By giving up everything, Jesus received everything from the Father. These include the salvation of the broken human race whom he condescended to their likeness, suffered for, and died to redeem.

During his ministry on earth with his disciples, Jesus constantly emphasized the need to live a detached life. He preached this in both words and actions. Attachment to the things of this world, he believes, is an obstacle to the salvation that he (Christ) suffered and died on the Cross to gain for humanity. There is no mention of Jesus owning houses, vehicles, electronics, gadgets, or similar things throughout the gospels. No one ever told of Jesus going on vacation with his parents or friends. And he commanded large followership, but Jesus never abused his power or used it for his selfish interests.

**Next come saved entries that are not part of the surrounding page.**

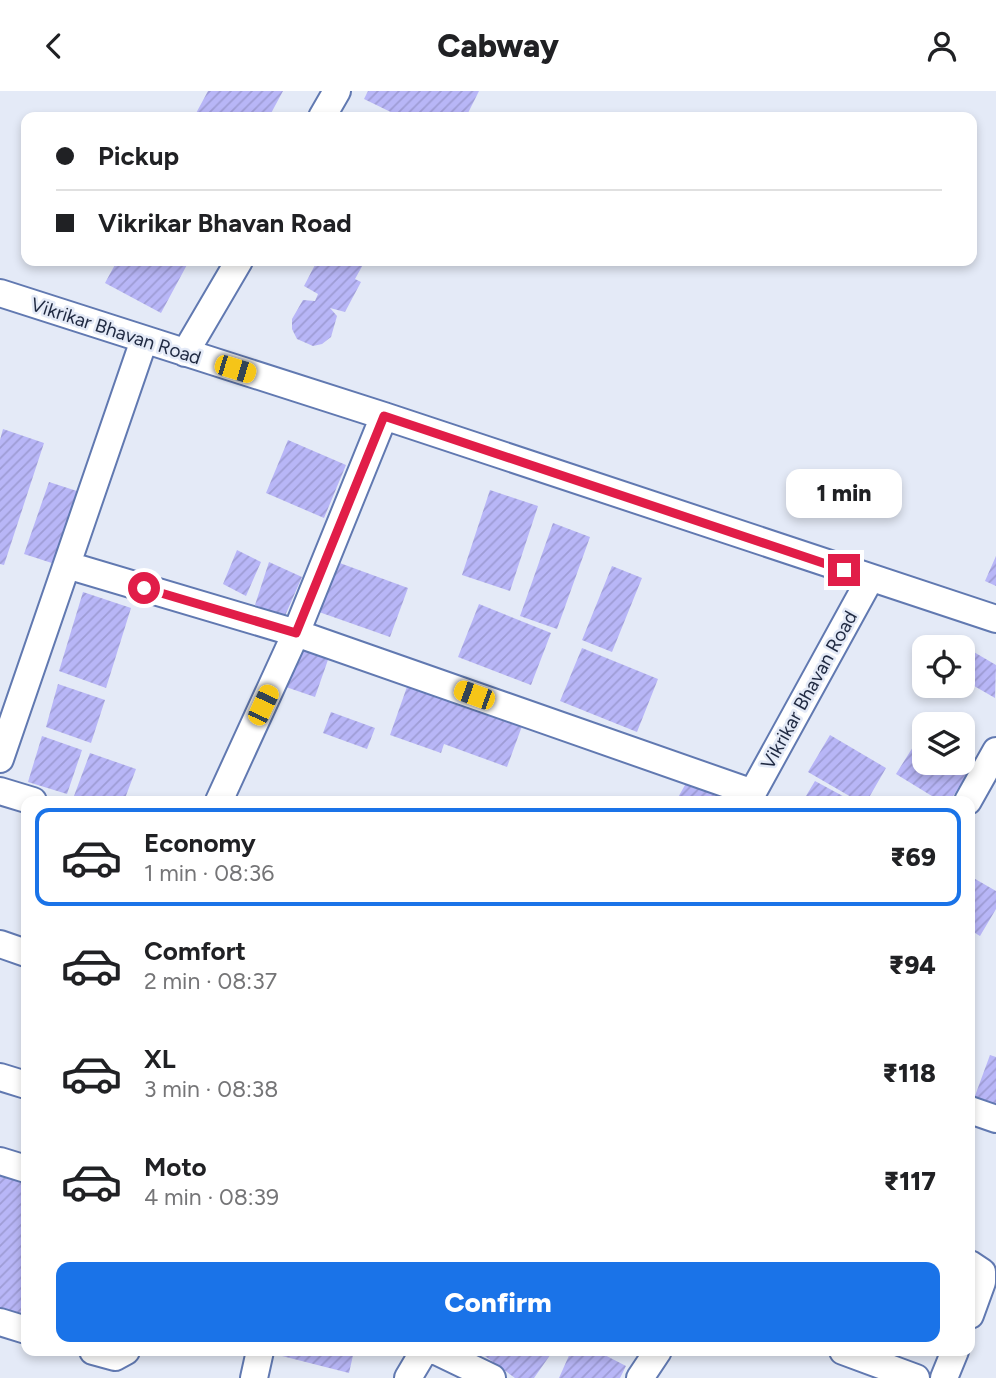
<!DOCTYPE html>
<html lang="en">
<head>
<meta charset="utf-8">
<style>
	:root { --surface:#fff; --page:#f6f6f6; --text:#202124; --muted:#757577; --line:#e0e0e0; --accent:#1a73e8 }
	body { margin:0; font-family:Figtree,sans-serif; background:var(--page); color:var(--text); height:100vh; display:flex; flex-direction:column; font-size:26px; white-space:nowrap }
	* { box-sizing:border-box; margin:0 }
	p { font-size:23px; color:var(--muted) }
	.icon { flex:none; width:38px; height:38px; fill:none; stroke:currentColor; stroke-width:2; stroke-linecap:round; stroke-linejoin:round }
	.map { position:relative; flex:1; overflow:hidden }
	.side { position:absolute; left:21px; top:705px; width:954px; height:560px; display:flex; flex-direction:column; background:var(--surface); border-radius:14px; box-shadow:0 4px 10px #0003 }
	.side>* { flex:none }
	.guide { position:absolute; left:21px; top:21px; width:956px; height:154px; border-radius:14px; box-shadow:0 4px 10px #0003; display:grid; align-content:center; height:154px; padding:0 35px; background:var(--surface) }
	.controls { position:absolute; left:912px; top:544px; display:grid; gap:14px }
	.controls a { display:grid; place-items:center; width:63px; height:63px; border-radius:14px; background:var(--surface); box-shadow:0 4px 10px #0003; font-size:35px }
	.end { position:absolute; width:32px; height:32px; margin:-16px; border:9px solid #e11d48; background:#fff; box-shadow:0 0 0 4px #fff }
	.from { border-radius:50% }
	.bubble { position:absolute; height:49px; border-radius:14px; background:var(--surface); box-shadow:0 4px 10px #0003; font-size:23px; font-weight:800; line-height:49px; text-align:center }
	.car { position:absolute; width:21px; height:42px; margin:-21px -10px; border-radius:9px; box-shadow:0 0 5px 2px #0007; background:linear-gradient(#f5c518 24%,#345 0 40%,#f5c518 0 76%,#345 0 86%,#f5c518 0) }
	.guide b { display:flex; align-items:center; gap:24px; height:66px; font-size:26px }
	.guide b+b { border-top:2px solid var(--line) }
	.guide i { width:18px; height:18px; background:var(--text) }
	ul { padding:12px 0 0; list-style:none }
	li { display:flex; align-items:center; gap:21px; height:98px; margin:0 14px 10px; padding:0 21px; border:4px solid transparent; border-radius:14px }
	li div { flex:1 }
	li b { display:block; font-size:26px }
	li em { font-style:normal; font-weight:800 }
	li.on { border-color:var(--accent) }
	li>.icon { width:63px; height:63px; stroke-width:1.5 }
	.button { display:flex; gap:14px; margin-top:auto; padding:14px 35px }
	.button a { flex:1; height:80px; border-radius:14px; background:var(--accent); color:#fff; font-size:28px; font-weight:800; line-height:80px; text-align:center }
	header { display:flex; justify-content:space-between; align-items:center; height:91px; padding:0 35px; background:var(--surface); font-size:32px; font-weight:800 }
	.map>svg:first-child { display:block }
</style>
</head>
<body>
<header><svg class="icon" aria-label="back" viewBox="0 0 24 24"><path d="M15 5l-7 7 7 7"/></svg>Cabway<svg class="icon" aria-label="person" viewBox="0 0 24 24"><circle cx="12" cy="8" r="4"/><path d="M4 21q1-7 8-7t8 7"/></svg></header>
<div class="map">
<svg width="996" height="1287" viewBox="0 0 996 1287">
	<defs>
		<pattern id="building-hatch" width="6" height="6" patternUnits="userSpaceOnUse" patternTransform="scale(1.75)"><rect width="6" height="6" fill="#b8b6f7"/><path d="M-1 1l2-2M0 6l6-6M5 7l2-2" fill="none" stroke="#9e9cd5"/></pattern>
	</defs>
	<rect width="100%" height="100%" fill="#e4eaf7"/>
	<path fill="url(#building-hatch)" d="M208,0H283L269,26H194Z
		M368,0H479L466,26H401L364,8Z
		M117,170H189L161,222L105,192Z
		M317,170H365L355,188L361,191L345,221L330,217L337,225L331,246L322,253L313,255L297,248L292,238V228L303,209L315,210L318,203L304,195Z
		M3,338L44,352L4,474L0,473V349Z
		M288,349L346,374L324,427L266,402Z
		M49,391L83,402L58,474L24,463Z
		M490,399L538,415L510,500L462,484Z
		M553,432L590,446L557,538L520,525Z
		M237,459L261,471L246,505L223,493Z
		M996,465V495L985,490Z
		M269,471L302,486L284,527L255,514Z
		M337,471L408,497L390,546L319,521Z
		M612,475L642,487L612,561L582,549Z
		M83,501L131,517L106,597L59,580Z
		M479,513L551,542L531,594L458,566Z
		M302,553L330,563L315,606L286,596Z
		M582,557L658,588L637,641L560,610Z
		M967,557L996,574L995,607L962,588V565Z
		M58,593L105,609L91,652L46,636Z
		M408,593L525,627L507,676L444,653L441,662L390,644Z
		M331,621L375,637L367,658L323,642Z
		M830,644L886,677L867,710H858L808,681Z
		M42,645L82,659L67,703L28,691Z
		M918,648L924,651V672H957L969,680L950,710H940L896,683Z
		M90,662L136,678L124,710H88L74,705Z
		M689,687L720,698L713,710H676Z
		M815,690L852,710H803Z
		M970,785L996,800V818L980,845L970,839Z
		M990,964L996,966V1022L972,1013Z
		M0,1076L26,1086V1229L0,1220Z
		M283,1260H354L349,1282L282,1265Z
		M478,1260H553L534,1287H515Z
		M571,1260H597L626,1275L620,1287H559Z"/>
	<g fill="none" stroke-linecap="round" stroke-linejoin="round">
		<g stroke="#6179b1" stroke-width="30">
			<path id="minor" d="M322,26L337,0
				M0,202L384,325L996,528
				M185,262L239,170
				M384,325L296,542L753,702
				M67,474L296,542L219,710
				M0,668L144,249
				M0,700L33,710
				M748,710L870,488
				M968,710L996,660
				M0,853L26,862
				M0,986L26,994
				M970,1019L996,1028
				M0,1070L26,1078
				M970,1173L982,1181V1191L970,1224
				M0,1231L26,1239
				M93,1260L115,1266L126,1260
				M436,1260L492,1287
				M843,1260L916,1287
				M254,1287L260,1260
				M408,1287L424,1260
				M640,1287L658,1260
				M944,1287L955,1260"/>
		</g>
		<use href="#minor" stroke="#fff" stroke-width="26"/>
	</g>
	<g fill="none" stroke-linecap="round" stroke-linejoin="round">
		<path stroke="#e11d48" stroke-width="9" d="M144,497L296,542L384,325L844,479"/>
	</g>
	<g text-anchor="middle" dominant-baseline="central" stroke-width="5" stroke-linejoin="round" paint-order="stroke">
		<g font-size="19" fill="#1f2941" stroke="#e4eaf7">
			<text transform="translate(116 240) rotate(18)">Vikrikar Bhavan Road</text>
			<text transform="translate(809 599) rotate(-61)">Vikrikar Bhavan Road</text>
		</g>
	</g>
</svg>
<div class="controls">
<a><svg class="icon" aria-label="locate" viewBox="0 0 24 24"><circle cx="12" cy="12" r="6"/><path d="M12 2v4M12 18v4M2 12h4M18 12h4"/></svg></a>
<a><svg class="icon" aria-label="layers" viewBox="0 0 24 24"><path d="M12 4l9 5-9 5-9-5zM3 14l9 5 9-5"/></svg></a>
</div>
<i class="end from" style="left:144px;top:497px"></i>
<i class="end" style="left:844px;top:479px"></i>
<div class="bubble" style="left:786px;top:378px;width:116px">1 min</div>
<i class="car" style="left:235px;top:278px;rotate:107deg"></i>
<i class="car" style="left:474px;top:604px;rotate:290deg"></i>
<i class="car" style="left:263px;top:614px;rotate:25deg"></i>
<div class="guide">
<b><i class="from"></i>Pickup</b>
<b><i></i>Vikrikar Bhavan Road</b>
</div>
<section class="side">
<ul>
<li class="on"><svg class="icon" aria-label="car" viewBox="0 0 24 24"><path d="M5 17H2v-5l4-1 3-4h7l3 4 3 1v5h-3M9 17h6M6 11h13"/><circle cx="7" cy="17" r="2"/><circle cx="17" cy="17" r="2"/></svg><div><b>Economy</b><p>1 min · 08:36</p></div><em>₹69</em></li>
<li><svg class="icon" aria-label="car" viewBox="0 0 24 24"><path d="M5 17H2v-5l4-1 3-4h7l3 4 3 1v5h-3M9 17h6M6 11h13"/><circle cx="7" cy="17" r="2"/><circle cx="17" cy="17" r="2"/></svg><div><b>Comfort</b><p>2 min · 08:37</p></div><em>₹94</em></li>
<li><svg class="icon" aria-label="car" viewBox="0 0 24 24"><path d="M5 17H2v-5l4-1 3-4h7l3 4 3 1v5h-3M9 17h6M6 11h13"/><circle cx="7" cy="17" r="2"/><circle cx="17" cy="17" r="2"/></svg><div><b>XL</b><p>3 min · 08:38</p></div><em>₹118</em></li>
<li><svg class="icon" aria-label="car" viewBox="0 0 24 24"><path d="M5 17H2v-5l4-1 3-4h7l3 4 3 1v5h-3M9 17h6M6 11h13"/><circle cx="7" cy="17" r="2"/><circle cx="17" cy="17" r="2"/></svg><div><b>Moto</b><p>4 min · 08:39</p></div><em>₹117</em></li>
</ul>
<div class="button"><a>Confirm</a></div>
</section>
</div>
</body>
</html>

While he does not condemn material things, Jesus strongly urges us to live our lives detached from them. Because when we are detached from our earthly possessions, skills, and powers, we are better able to use them for the glory of God and the good of humanity. We read in the gospels about Jesus feeding groups of people on various occasions, hanging out with strangers, the poor, and sick people. Jesus preached love and repentance to his friends and enemies, the rich and the poor, the powerful and the commoners alike.

Jesus, on one occasion, while with his disciples, received a rich man who came to him and explained how he had lived an upright life since his youth. Jesus commended the rich man and asked him to do one more thing. The one more thing was to detach himself from his earthly possessions and ratify his relationship with God. Unfortunately, that was too much for the rich man.

Moved by the incident, Peter reminded Jesus of how they (the disciples) have given up everything to follow him (Jesus). Jesus assured Peter that they, who have left everything to follow him, will not regret it.

As Christians, this Lent is another privileged opportunity to enter the wilderness with Christ! Peter and his fellow disciples entered the wilderness by giving up family and material possessions to closely follow Christ. While we may not give up family and possessions the same way they did, there are too many ways to accomplish this goal. We can give up or take up things as sacrificial ways of following Christ more closely. When we give or take something up this Lent, let us remember to do those with sincere intentions to detach ourselves from our excessive attachments to the things of this world. May this Lenten season bring us closer to Jesus Christ in word and action. Amen.